Decided: October 09, 1987

 Steve Emery Teich, San Francisco, for petitioner. No appearance for respondent. John K. Van de Kamp, Atty. Gen., Steve White, Chief Asst. Atty. Gen., John H. Sugiyama, Asst. Atty. Gen., Blair W. Hoffman, Supervising Deputy Atty. Gen., Aileen Bunney, Deputy Atty. Gen., San Francisco, for real party in interest.

In this case we hold that a declaration of defendant's counsel submitted on information and belief, if it demonstrates that information from a police officer's personnel records will facilitate the ascertainment of facts and a fair trial, is sufficient to support a discovery motion under Evidence Code section 1043.

 Petitioner Fuad Jalilie is currently charged with two felony offenses in respondent superior court.   Under Evidence Code section 1043 and Pitchess v.
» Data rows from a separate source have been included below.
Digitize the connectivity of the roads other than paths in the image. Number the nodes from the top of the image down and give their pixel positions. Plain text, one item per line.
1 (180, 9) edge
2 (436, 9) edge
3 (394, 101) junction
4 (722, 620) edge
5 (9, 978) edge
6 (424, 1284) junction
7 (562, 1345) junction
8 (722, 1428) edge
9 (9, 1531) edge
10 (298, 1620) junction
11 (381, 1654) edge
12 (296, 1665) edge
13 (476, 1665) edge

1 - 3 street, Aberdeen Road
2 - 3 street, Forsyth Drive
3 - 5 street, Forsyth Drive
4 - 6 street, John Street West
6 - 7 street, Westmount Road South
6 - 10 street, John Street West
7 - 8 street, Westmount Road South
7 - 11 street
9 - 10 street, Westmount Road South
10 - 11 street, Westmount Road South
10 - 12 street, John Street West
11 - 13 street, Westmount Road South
Superior Court (1974) 11 Cal.3d 531, 113 Cal.Rptr. 897, 522 P.2d 305, Jalilie filed a motion to discover the disciplinary records and personnel files of the officers involved in his arrest.   The trial court denied the motion on the ground that the supporting declaration of counsel was made on information and belief rather than personal knowledge.   Jalilie argues the procedural denial was erroneous and seeks a writ of mandate to compel the superior court to hear the motion on its merits.   Having stayed the trial court proceedings and obtained opposition from the Attorney General, we conclude Jalilie's position is sound and issue the requested writ.
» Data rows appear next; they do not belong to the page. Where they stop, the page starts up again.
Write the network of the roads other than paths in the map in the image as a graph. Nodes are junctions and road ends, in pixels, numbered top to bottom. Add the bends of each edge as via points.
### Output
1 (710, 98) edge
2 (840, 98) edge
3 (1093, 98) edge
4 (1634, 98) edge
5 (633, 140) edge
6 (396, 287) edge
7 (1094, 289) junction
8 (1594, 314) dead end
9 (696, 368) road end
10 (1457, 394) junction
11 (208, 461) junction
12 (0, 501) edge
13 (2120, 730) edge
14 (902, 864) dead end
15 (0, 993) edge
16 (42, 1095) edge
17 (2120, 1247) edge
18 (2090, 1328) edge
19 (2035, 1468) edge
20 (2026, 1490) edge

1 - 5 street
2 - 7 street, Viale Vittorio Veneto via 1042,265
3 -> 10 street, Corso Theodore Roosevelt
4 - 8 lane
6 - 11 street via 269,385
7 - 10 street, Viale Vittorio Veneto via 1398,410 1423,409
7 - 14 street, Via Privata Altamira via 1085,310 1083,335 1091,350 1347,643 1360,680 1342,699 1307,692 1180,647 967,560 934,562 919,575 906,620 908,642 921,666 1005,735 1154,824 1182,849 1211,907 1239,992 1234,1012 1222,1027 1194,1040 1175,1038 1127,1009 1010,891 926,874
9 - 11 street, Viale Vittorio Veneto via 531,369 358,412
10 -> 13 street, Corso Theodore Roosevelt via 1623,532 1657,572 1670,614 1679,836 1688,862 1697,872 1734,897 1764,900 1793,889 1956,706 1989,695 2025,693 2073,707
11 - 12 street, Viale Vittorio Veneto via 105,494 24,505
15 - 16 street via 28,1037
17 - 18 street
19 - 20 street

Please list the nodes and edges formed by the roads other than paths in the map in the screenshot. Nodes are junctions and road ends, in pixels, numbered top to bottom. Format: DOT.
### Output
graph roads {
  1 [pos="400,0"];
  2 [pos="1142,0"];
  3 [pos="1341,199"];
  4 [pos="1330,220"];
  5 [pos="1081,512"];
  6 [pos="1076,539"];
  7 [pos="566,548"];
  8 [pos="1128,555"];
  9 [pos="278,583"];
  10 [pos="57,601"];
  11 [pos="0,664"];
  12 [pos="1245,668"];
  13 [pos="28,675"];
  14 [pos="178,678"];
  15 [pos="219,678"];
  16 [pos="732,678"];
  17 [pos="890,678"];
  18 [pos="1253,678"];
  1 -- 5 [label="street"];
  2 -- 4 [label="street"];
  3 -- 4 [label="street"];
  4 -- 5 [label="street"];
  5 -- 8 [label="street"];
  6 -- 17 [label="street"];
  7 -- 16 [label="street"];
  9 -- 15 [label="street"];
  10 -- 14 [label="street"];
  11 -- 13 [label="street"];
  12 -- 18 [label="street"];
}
Evidence Code section 1043 permits a criminal defendant to discover the personnel records of police officers, on motion accompanied by affidavits “showing good cause for the discovery or disclosure sought, setting forth  the materiality thereof to the subject matter involved in the pending litigation․”  (Evid.Code, § 1043, subd. (b)(3).)   The discovery is designed to “facilitate the ascertainment of the facts and a fair trial.”   (Pitchess v. Superior Court, supra, 11 Cal.3d at p. 536, 113 Cal.Rptr. 897, 522 P.2d 305.)  “The requisite showing may be satisfied by general allegations which establish some cause for discovery other than ‘a mere desire for the benefit of all information which has been obtained by the People․’ ”  (Id. at pp. 536–537, 113 Cal.Rptr. 897, 522 P.2d 305, quoting People v. Cooper (1960) 53 Cal.2d 755, 770, 3 Cal.Rptr. 148, 349 P.2d 964.)

Jalilie's Pitchess motion was supported by a lengthy declaration of counsel, executed on information and belief, reciting the arresting officers have a history of falsifying reports and evidence in post hoc attempts to justify unwarranted arrests, searches and seizures.   The affidavit referred in detail to events in specific cases and alleged the arresting officers had a “habit[,] custom[,] plan, method and practice of searching people they suspect and later justifying such actions without regard to the truth of the matter.”

The superior court ruled that the declaration was defective because the “requisite elements” of the “factual undertakings” of the motion were alleged only on information and belief.   The court evidently based its ruling on City of Santa Cruz v. Superior Court (1987) 190 Cal.App.3d 1669, 236 Cal.Rptr. 155, in which the Court of Appeal held that a declaration by counsel in support of a Pitchess motion could not be based on information and belief.

The Santa Cruz case is inconsistent with the weight of prevailing authority.   Every other court which has considered the issue has concluded that an attorney's Pitchess declaration may be set forth on information and belief.  (Larry E. v. Superior Court (1987) 194 Cal.App.3d 25, 30–31, 239 Cal.Rptr. 264, petn. for review pending;  Pierre C. v. Superior Court (1984) 159 Cal.App.3d 1120, 1123, 206 Cal.Rptr. 82;  Arcelona v. Municipal Court (1980) 113 Cal.App.3d 523, 527–530, 169 Cal.Rptr. 877.)   Against this line of authority the Santa Cruz decision is “curiously out of step.”  (Larry E. v. Superior Court, supra, 194 Cal.App.3d at p. 31, 239 Cal.Rptr. 264.)   Santa Cruz reasoned that a declaration based on information and belief was “fatally defective” because facts so alleged are merely hearsay and not sufficient proof of good cause for Pitchess discovery.  (City of Santa Cruz v. Superior Court, supra, 190 Cal.App.3d at p. 1674, 236 Cal.Rptr. 155.)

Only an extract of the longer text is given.